Go through the records and filter out every line lacking the word "Left"; copy the lines that remain.

> _Human keypoint data_
★ ★ ★ ★ ★ ★ ★
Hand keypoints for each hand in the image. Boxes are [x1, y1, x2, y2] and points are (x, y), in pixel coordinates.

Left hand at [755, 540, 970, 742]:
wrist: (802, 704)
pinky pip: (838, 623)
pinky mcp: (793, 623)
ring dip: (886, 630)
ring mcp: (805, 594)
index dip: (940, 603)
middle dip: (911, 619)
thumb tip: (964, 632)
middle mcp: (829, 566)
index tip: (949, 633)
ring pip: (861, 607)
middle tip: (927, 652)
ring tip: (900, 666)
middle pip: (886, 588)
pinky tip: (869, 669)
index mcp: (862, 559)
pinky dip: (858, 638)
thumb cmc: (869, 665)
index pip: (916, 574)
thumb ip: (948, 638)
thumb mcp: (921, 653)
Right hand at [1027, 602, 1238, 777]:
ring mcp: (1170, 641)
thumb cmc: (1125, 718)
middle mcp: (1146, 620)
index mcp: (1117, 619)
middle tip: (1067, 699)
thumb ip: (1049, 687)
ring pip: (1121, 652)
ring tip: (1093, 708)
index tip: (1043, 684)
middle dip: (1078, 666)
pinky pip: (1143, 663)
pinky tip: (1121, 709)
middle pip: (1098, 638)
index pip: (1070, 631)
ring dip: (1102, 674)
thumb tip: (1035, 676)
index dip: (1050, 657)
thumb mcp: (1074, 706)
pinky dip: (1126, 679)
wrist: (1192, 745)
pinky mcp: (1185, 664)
★ ★ ★ ★ ★ ★ ★
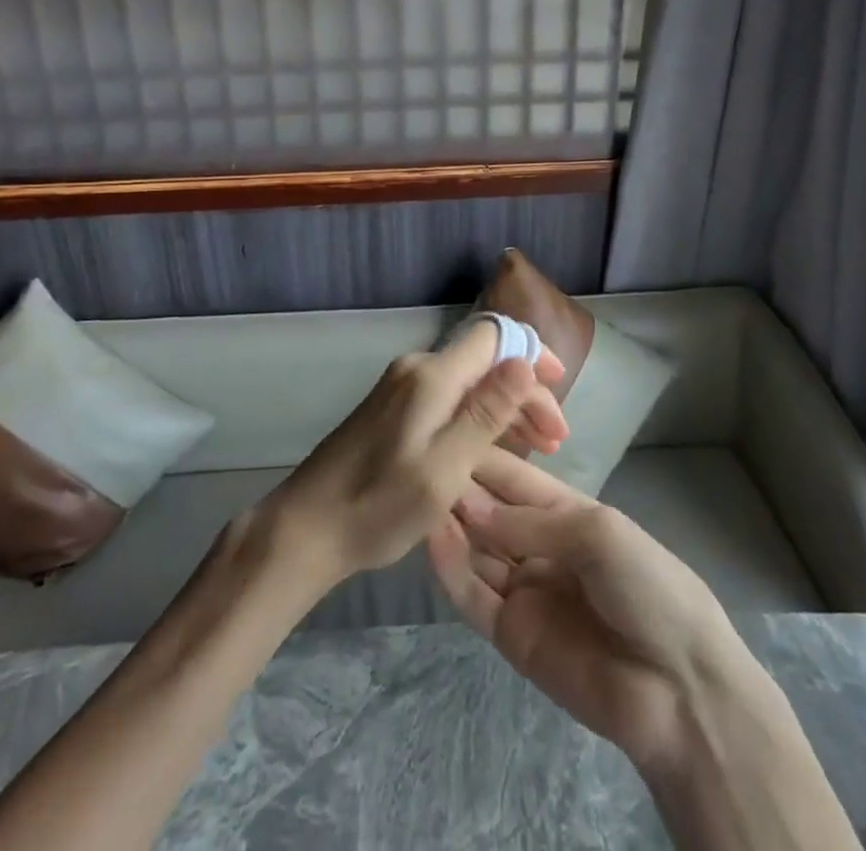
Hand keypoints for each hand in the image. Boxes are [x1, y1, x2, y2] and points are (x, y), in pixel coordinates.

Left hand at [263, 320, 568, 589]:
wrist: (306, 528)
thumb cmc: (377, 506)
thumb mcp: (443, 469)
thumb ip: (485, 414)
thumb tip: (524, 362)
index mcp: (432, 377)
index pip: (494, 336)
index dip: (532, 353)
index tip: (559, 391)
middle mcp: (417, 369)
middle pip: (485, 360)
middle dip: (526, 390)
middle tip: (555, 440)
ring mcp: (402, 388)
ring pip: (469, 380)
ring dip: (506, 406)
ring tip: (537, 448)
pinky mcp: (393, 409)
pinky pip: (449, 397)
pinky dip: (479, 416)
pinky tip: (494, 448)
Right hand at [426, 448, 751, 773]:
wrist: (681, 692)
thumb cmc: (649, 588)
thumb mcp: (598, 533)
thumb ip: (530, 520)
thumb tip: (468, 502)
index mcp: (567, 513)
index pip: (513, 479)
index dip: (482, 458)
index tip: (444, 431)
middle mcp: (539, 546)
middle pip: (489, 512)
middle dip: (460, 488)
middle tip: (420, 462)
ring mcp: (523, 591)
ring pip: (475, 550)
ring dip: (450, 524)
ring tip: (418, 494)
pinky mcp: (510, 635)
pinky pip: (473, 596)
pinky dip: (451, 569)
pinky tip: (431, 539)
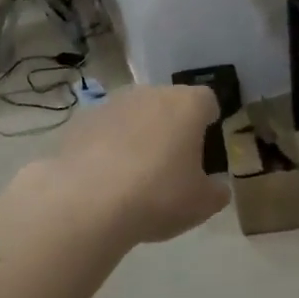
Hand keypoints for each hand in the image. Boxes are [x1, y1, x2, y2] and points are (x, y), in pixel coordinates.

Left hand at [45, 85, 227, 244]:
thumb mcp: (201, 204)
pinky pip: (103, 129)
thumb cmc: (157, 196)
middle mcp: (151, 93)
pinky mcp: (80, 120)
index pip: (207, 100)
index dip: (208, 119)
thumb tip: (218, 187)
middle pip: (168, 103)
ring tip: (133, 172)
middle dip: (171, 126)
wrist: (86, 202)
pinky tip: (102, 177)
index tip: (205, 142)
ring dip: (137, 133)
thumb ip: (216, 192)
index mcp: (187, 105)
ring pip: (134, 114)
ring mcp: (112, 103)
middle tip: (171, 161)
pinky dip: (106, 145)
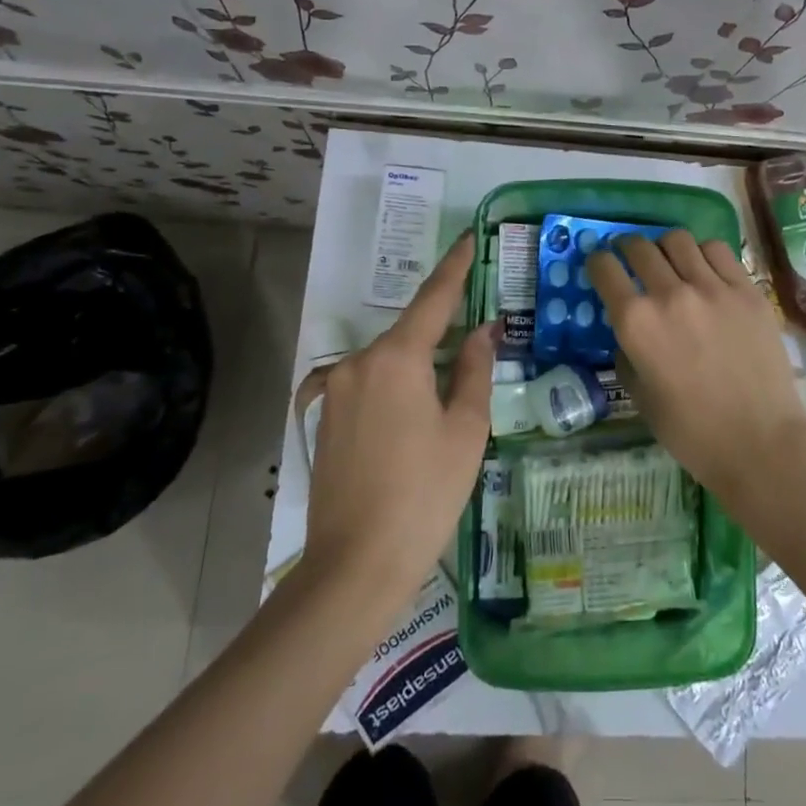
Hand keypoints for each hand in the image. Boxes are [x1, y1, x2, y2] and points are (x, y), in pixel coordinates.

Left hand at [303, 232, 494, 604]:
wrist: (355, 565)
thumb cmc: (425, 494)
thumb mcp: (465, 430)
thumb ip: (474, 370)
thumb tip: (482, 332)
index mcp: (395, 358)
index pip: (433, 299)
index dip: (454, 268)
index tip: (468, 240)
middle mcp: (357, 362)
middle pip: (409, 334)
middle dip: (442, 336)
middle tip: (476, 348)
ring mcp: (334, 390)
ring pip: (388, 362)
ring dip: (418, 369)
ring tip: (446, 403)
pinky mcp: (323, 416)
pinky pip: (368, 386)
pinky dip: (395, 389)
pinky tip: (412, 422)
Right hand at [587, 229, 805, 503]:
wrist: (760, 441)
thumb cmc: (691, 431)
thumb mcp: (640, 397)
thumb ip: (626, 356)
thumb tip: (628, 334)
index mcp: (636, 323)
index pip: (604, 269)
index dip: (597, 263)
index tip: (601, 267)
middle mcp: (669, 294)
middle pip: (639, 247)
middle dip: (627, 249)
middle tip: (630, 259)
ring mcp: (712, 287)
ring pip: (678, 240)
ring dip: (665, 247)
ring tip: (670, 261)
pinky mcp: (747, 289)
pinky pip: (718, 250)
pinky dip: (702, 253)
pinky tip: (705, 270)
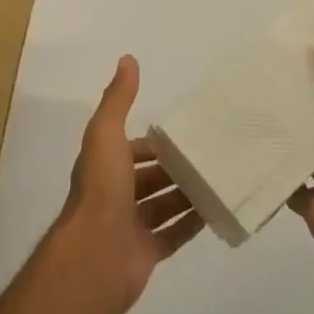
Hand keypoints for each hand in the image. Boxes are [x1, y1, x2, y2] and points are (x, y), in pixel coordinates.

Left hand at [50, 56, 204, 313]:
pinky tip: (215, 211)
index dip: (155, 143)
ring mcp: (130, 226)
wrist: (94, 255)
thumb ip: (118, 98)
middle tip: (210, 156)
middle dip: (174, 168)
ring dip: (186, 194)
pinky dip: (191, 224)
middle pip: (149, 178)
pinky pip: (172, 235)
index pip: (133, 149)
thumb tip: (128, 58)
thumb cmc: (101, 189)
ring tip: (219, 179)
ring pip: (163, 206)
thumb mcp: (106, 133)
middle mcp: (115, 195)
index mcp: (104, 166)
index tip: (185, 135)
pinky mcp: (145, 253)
★ ★ ★ ★ ★ ★ ★
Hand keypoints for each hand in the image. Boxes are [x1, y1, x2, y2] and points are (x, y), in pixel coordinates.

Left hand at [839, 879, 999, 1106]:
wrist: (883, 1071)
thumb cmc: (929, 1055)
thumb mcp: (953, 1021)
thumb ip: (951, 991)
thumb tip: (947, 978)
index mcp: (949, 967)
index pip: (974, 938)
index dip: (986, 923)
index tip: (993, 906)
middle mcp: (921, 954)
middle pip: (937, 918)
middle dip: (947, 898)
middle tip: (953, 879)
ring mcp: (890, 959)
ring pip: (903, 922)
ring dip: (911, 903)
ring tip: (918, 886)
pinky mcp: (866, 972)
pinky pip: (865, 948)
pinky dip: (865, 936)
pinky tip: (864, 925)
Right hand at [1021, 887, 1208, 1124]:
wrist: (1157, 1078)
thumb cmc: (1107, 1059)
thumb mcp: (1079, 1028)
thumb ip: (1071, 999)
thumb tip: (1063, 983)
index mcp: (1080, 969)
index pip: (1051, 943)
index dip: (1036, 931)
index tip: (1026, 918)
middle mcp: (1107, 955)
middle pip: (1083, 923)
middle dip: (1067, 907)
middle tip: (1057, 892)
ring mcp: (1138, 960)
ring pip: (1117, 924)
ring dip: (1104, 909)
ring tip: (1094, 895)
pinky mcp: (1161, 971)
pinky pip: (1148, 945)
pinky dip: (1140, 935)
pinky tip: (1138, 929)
★ ★ ★ ★ ★ ★ ★
> _Answer to the problem_
Left hand at [755, 540, 970, 742]:
Left hand at [263, 320, 568, 589]:
Left hand at [45, 85, 227, 244]:
Left hand at [303, 232, 494, 604]:
Left hand at [50, 56, 204, 313]:
Left hand at [839, 879, 999, 1106]:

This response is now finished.